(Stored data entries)
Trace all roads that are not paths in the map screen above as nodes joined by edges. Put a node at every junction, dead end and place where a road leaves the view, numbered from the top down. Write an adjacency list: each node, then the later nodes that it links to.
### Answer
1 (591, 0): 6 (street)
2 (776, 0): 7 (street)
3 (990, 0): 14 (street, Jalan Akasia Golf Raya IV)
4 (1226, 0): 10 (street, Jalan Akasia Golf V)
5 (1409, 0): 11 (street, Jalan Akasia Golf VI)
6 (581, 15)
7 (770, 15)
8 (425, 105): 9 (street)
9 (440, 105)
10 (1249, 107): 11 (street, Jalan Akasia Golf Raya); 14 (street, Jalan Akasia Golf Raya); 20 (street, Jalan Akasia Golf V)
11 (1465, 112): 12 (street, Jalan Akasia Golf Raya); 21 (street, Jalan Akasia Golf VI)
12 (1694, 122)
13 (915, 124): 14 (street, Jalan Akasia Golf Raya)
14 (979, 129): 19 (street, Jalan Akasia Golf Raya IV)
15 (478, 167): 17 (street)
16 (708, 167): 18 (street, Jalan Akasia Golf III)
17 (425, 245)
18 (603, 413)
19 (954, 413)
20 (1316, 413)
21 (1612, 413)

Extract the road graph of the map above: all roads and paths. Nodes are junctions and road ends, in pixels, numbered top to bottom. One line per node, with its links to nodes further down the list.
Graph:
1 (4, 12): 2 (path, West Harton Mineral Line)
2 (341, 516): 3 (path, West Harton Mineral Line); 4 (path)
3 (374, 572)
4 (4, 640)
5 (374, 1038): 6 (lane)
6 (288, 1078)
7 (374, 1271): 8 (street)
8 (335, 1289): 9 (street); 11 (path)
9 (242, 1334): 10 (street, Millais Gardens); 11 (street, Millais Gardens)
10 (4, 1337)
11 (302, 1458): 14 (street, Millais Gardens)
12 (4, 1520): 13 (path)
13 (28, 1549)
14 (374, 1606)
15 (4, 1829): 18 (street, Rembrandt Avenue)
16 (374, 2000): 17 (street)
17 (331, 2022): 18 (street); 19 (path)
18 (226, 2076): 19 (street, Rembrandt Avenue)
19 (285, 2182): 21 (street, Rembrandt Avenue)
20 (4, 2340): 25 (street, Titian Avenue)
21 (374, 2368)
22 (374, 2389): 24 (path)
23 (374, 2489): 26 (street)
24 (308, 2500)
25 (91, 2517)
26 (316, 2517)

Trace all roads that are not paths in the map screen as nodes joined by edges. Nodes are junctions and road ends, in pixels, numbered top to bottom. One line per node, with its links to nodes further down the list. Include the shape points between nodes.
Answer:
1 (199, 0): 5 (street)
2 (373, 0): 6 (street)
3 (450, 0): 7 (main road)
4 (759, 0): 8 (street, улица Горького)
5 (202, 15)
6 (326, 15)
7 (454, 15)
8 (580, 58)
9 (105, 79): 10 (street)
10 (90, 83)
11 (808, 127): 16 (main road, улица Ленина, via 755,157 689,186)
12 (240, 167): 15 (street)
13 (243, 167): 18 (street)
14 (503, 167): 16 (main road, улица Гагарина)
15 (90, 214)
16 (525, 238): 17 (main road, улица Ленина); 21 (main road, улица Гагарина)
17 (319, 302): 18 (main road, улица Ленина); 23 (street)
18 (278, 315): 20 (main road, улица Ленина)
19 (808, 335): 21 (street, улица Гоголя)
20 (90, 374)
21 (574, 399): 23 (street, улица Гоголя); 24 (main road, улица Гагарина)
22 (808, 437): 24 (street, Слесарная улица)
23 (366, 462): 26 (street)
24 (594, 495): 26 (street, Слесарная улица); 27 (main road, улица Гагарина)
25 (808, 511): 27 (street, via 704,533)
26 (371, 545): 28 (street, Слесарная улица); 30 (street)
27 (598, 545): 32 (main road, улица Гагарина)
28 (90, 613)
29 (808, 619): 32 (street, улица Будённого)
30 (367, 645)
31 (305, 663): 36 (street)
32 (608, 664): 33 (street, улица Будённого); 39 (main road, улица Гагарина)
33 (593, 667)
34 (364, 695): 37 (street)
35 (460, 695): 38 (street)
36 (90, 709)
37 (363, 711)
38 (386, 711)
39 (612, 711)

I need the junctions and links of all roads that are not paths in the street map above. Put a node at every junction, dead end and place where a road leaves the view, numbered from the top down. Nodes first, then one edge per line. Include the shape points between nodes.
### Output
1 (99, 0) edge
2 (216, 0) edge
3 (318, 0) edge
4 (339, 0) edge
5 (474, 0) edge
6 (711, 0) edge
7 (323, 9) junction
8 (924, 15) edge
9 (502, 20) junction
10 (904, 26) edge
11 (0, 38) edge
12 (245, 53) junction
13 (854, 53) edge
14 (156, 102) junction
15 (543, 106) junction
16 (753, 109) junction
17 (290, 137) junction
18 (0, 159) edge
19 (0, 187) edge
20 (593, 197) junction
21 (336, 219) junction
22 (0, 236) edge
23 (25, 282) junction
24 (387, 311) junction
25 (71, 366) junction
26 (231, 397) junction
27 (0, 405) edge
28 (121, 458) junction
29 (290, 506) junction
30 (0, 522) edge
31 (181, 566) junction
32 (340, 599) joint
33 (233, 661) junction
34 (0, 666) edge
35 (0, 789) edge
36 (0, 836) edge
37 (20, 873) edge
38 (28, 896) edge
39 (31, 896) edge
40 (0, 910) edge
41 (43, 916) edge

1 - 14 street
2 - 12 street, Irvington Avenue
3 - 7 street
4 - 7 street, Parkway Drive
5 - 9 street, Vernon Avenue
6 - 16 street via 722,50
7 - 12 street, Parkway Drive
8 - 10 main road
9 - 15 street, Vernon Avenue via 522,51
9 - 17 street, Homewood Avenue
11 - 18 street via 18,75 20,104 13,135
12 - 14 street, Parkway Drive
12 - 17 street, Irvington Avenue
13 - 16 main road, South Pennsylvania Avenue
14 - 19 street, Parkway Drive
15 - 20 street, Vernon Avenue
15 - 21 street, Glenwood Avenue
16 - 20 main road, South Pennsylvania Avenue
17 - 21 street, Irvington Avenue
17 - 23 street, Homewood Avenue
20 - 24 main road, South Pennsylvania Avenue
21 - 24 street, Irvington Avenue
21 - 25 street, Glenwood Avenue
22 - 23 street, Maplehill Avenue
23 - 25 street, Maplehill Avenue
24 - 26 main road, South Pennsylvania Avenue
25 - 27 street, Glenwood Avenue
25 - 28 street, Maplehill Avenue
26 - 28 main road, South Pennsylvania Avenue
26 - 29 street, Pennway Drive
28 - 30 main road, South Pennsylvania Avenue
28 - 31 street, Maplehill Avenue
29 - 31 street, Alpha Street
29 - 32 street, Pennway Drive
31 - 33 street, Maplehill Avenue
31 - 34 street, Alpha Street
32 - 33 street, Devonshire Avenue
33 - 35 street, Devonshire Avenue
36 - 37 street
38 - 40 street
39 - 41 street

- WHAT IS BEING ASKED -
The records are to be repeated in full, exactly as they stand.

- ANSWER SPACE -
Trace all roads that are not paths in the map screen above as nodes joined by edges. Put a node at every junction, dead end and place where a road leaves the view, numbered from the top down. Write an adjacency list: each node, then the later nodes that it links to.
### Answer
1 (591, 0): 6 (street)
2 (776, 0): 7 (street)
3 (990, 0): 14 (street, Jalan Akasia Golf Raya IV)
4 (1226, 0): 10 (street, Jalan Akasia Golf V)
5 (1409, 0): 11 (street, Jalan Akasia Golf VI)
6 (581, 15)
7 (770, 15)
8 (425, 105): 9 (street)
9 (440, 105)
10 (1249, 107): 11 (street, Jalan Akasia Golf Raya); 14 (street, Jalan Akasia Golf Raya); 20 (street, Jalan Akasia Golf V)
11 (1465, 112): 12 (street, Jalan Akasia Golf Raya); 21 (street, Jalan Akasia Golf VI)
12 (1694, 122)
13 (915, 124): 14 (street, Jalan Akasia Golf Raya)
14 (979, 129): 19 (street, Jalan Akasia Golf Raya IV)
15 (478, 167): 17 (street)
16 (708, 167): 18 (street, Jalan Akasia Golf III)
17 (425, 245)
18 (603, 413)
19 (954, 413)
20 (1316, 413)
21 (1612, 413)

Extract the road graph of the map above: all roads and paths. Nodes are junctions and road ends, in pixels, numbered top to bottom. One line per node, with its links to nodes further down the list.
Graph:
1 (4, 12): 2 (path, West Harton Mineral Line)
2 (341, 516): 3 (path, West Harton Mineral Line); 4 (path)
3 (374, 572)
4 (4, 640)
5 (374, 1038): 6 (lane)
6 (288, 1078)
7 (374, 1271): 8 (street)
8 (335, 1289): 9 (street); 11 (path)
9 (242, 1334): 10 (street, Millais Gardens); 11 (street, Millais Gardens)
10 (4, 1337)
11 (302, 1458): 14 (street, Millais Gardens)
12 (4, 1520): 13 (path)
13 (28, 1549)
14 (374, 1606)
15 (4, 1829): 18 (street, Rembrandt Avenue)
16 (374, 2000): 17 (street)
17 (331, 2022): 18 (street); 19 (path)
18 (226, 2076): 19 (street, Rembrandt Avenue)
19 (285, 2182): 21 (street, Rembrandt Avenue)
20 (4, 2340): 25 (street, Titian Avenue)
21 (374, 2368)
22 (374, 2389): 24 (path)
23 (374, 2489): 26 (street)
24 (308, 2500)
25 (91, 2517)
26 (316, 2517)

Trace all roads that are not paths in the map screen as nodes joined by edges. Nodes are junctions and road ends, in pixels, numbered top to bottom. One line per node, with its links to nodes further down the list. Include the shape points between nodes.
Answer:
1 (199, 0): 5 (street)
2 (373, 0): 6 (street)
3 (450, 0): 7 (main road)
4 (759, 0): 8 (street, улица Горького)
5 (202, 15)
6 (326, 15)
7 (454, 15)
8 (580, 58)
9 (105, 79): 10 (street)
10 (90, 83)
11 (808, 127): 16 (main road, улица Ленина, via 755,157 689,186)
12 (240, 167): 15 (street)
13 (243, 167): 18 (street)
14 (503, 167): 16 (main road, улица Гагарина)
15 (90, 214)
16 (525, 238): 17 (main road, улица Ленина); 21 (main road, улица Гагарина)
17 (319, 302): 18 (main road, улица Ленина); 23 (street)
18 (278, 315): 20 (main road, улица Ленина)
19 (808, 335): 21 (street, улица Гоголя)
20 (90, 374)
21 (574, 399): 23 (street, улица Гоголя); 24 (main road, улица Гагарина)
22 (808, 437): 24 (street, Слесарная улица)
23 (366, 462): 26 (street)
24 (594, 495): 26 (street, Слесарная улица); 27 (main road, улица Гагарина)
25 (808, 511): 27 (street, via 704,533)
26 (371, 545): 28 (street, Слесарная улица); 30 (street)
27 (598, 545): 32 (main road, улица Гагарина)
28 (90, 613)
29 (808, 619): 32 (street, улица Будённого)
30 (367, 645)
31 (305, 663): 36 (street)
32 (608, 664): 33 (street, улица Будённого); 39 (main road, улица Гагарина)
33 (593, 667)
34 (364, 695): 37 (street)
35 (460, 695): 38 (street)
36 (90, 709)
37 (363, 711)
38 (386, 711)
39 (612, 711)

I need the junctions and links of all roads that are not paths in the street map above. Put a node at every junction, dead end and place where a road leaves the view, numbered from the top down. Nodes first, then one edge per line. Include the shape points between nodes.
### Output
1 (99, 0) edge
2 (216, 0) edge
3 (318, 0) edge
4 (339, 0) edge
5 (474, 0) edge
6 (711, 0) edge
7 (323, 9) junction
8 (924, 15) edge
9 (502, 20) junction
10 (904, 26) edge
11 (0, 38) edge
12 (245, 53) junction
13 (854, 53) edge
14 (156, 102) junction
15 (543, 106) junction
16 (753, 109) junction
17 (290, 137) junction
18 (0, 159) edge
19 (0, 187) edge
20 (593, 197) junction
21 (336, 219) junction
22 (0, 236) edge
23 (25, 282) junction
24 (387, 311) junction
25 (71, 366) junction
26 (231, 397) junction
27 (0, 405) edge
28 (121, 458) junction
29 (290, 506) junction
30 (0, 522) edge
31 (181, 566) junction
32 (340, 599) joint
33 (233, 661) junction
34 (0, 666) edge
35 (0, 789) edge
36 (0, 836) edge
37 (20, 873) edge
38 (28, 896) edge
39 (31, 896) edge
40 (0, 910) edge
41 (43, 916) edge

1 - 14 street
2 - 12 street, Irvington Avenue
3 - 7 street
4 - 7 street, Parkway Drive
5 - 9 street, Vernon Avenue
6 - 16 street via 722,50
7 - 12 street, Parkway Drive
8 - 10 main road
9 - 15 street, Vernon Avenue via 522,51
9 - 17 street, Homewood Avenue
11 - 18 street via 18,75 20,104 13,135
12 - 14 street, Parkway Drive
12 - 17 street, Irvington Avenue
13 - 16 main road, South Pennsylvania Avenue
14 - 19 street, Parkway Drive
15 - 20 street, Vernon Avenue
15 - 21 street, Glenwood Avenue
16 - 20 main road, South Pennsylvania Avenue
17 - 21 street, Irvington Avenue
17 - 23 street, Homewood Avenue
20 - 24 main road, South Pennsylvania Avenue
21 - 24 street, Irvington Avenue
21 - 25 street, Glenwood Avenue
22 - 23 street, Maplehill Avenue
23 - 25 street, Maplehill Avenue
24 - 26 main road, South Pennsylvania Avenue
25 - 27 street, Glenwood Avenue
25 - 28 street, Maplehill Avenue
26 - 28 main road, South Pennsylvania Avenue
26 - 29 street, Pennway Drive
28 - 30 main road, South Pennsylvania Avenue
28 - 31 street, Maplehill Avenue
29 - 31 street, Alpha Street
29 - 32 street, Pennway Drive
31 - 33 street, Maplehill Avenue
31 - 34 street, Alpha Street
32 - 33 street, Devonshire Avenue
33 - 35 street, Devonshire Avenue
36 - 37 street
38 - 40 street
39 - 41 street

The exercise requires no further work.